Der Vortrag gelingt ihm gut. Michael Naumann, designierter Spitzenkandidat der Hamburger SPD für den Bürgerschaftswahlkampf 2008, präsentiert sich beim ersten öffentlichen Auftritt gestern in der SPD-Parteizentrale nicht nur als intellektueller Weltbürger, sondern auch als bodenständiger Hanseat. Der 65-jährige weiß genau, dass seine Stärke zugleich seine Schwäche sein kann: Mit der Hamburger Lokalpolitik hatte er bislang nichts zu tun. Das macht ihn nun einerseits zur Glanzfigur: Im parteiinternen Machtkampf der vergangenen Wochen hat er sich nicht die Hände schmutzig gemacht. Andererseits will er zum Bürgermeister der Stadt gewählt werden, und dafür muss er wissen, was die Stadt bewegt.

Redlich bemüht er sich deshalb, seinem Image als Schöngeist das eines Sozialdemokraten entgegenzusetzen, der sich der Stadt, in der er lebt, verbunden und verpflichtet fühlt. Elbphilharmonie, HHLA-Verkauf, Bildungsmisere – die nötigen Stichworte hat er parat.

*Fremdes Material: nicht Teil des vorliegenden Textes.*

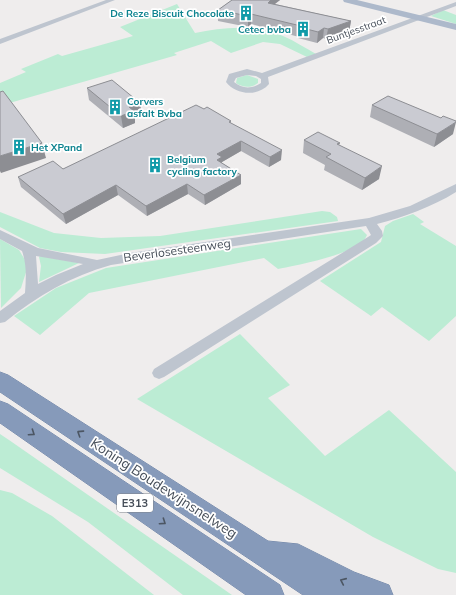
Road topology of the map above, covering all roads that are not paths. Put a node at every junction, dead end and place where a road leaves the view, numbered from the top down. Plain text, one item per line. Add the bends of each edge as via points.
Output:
1 (112, 0) edge
2 (347, 0) edge
3 (456, 4) edge
4 (422, 18) junction
5 (456, 26) edge
6 (0, 42) edge
7 (262, 76) dead end
8 (455, 189) edge
9 (369, 222) junction
10 (0, 234) edge
11 (27, 248) junction
12 (96, 264) junction
13 (31, 294) junction
14 (4, 315) edge
15 (159, 373) dead end
16 (0, 381) edge
17 (0, 411) edge
18 (265, 554) junction
19 (270, 595) edge
20 (328, 595) edge
21 (379, 595) edge

1 - 6 street
2 - 4 main road
3 - 4 street, Buntjesstraat
4 - 5 main road
4 - 7 street, Buntjesstraat
8 - 9 street, Beverlosesteenweg via 418,206
9 - 12 street, Beverlosesteenweg
9 - 15 street via 376,231 376,236 372,240
10 - 11 street
11 - 12 street
11 - 13 street via 33,266
12 - 13 street, Beverlosesteenweg via 59,278
13 - 14 street, Beverlosesteenweg
18 -> 16 highway, Koning Boudewijnsnelweg / E313
17 -> 19 highway, E313
18 - 20 highway, Koning Boudewijnsnelweg / E313
21 -> 18 highway via 335,577 298,557

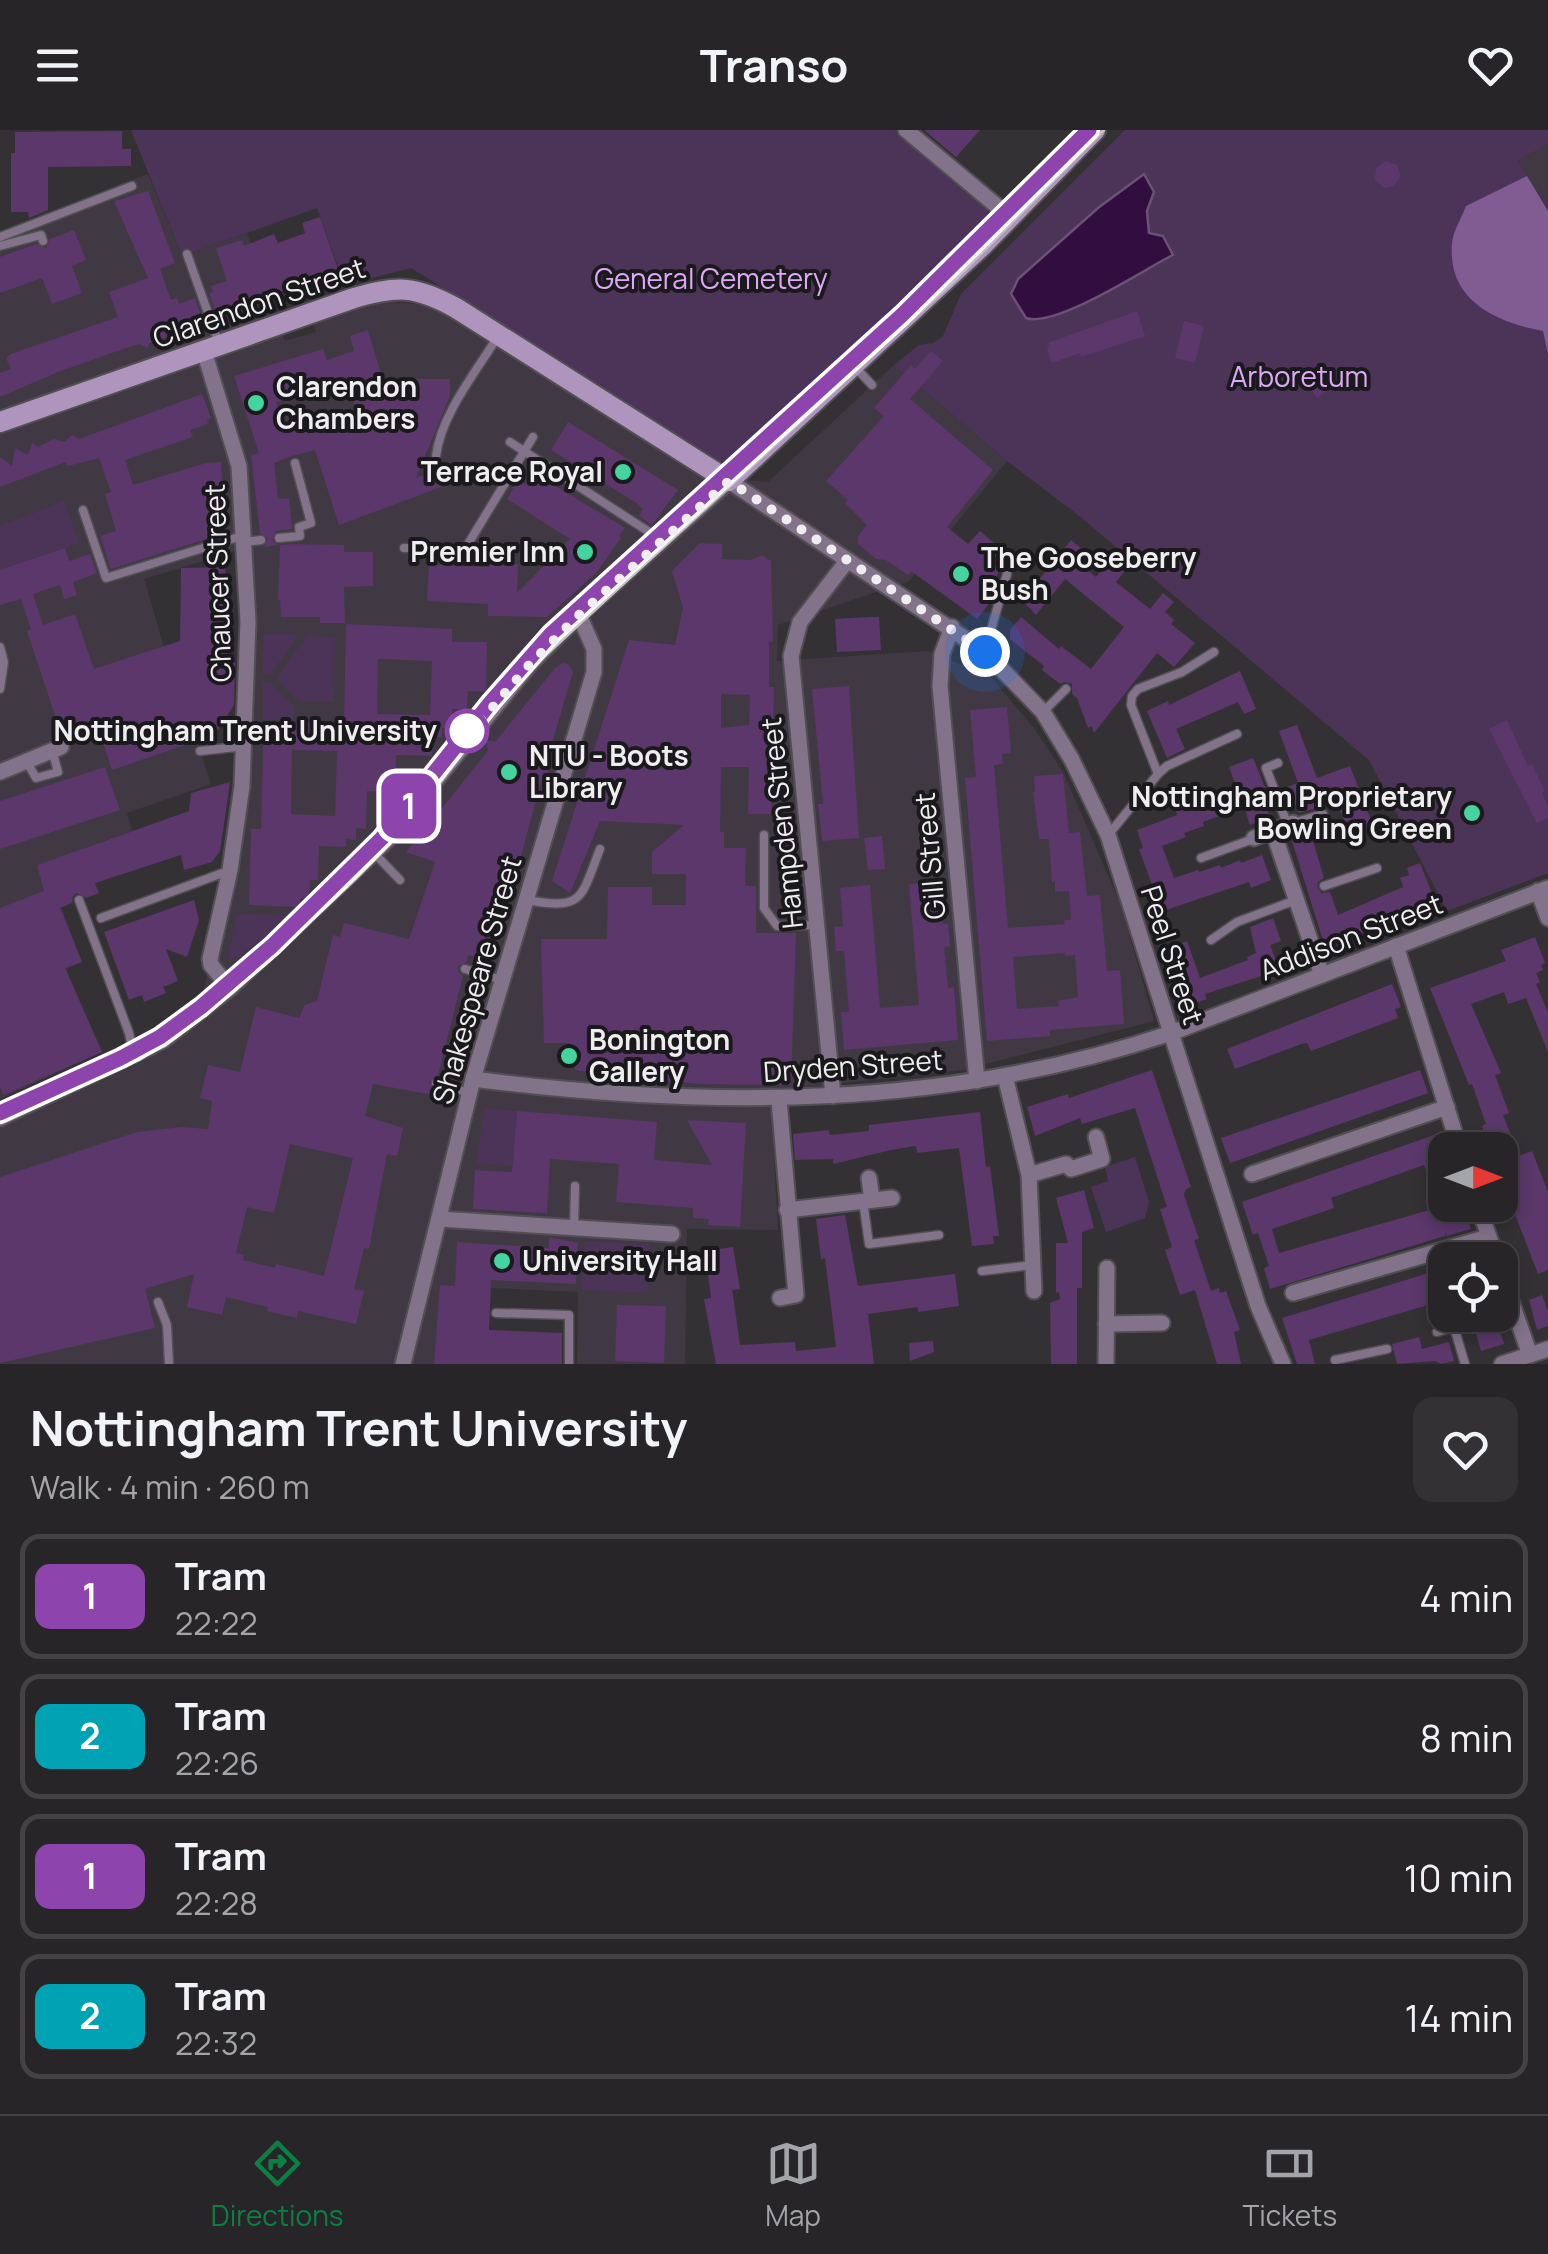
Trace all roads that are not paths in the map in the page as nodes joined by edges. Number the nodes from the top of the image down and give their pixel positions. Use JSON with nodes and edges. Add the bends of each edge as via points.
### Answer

Die Hamburger Sozialdemokraten sind begeistert. Die Mitglieder, die zum Auftritt in die Parteizentrale gekommen sind, hängen an seinen Lippen, als würden sie von dem Mann auf dem Podium endlich die ganze Wahrheit erfahren. Was er auch sagt: Beifall ist ihm gewiss. Ein kleiner Witz – alles lacht. Ein Seitenhieb auf den Rivalen Ole von Beust – Schmunzeln: Endlich sind die Sozialdemokraten nach wochenlangem Gezänk wieder in der Situation, sich so etwas erlauben zu können. Den Beweis, dass er auch einen Sinn fürs Praktische hat, führt Naumann mit seiner Vita: Er war Geschäftsführer mehrerer Verlage, unter anderem des Rowohlt-Verlages. Ergo habe er „Ahnung von Wirtschaft“, sagte Naumann.

Bei der Zeit, bei der er Mitherausgeber ist, hat er sich beurlauben lassen, um umgehend für die SPD dasein zu können. Inhaltlich will er sich auf ein Programm konzentrieren, das Hamburg zu einer wirtschaftlichen Metropole und sozialen Stadt zugleich machen könnte. Er hat keinen Zweifel daran, dass die Sozialdemokraten sich schnell auf ein Wahlprogramm einigen werden, „die Differenzen sind nur minimal“. Die von den Christdemokraten ausgerufene „wachsende Stadt“ sei zunehmen eine zerfallende. Sollte er im kommenden Jahr Bürgermeister sein, kündigte Naumann an, solle Hamburg eine „zusammenwachsenden Stadt“ werden.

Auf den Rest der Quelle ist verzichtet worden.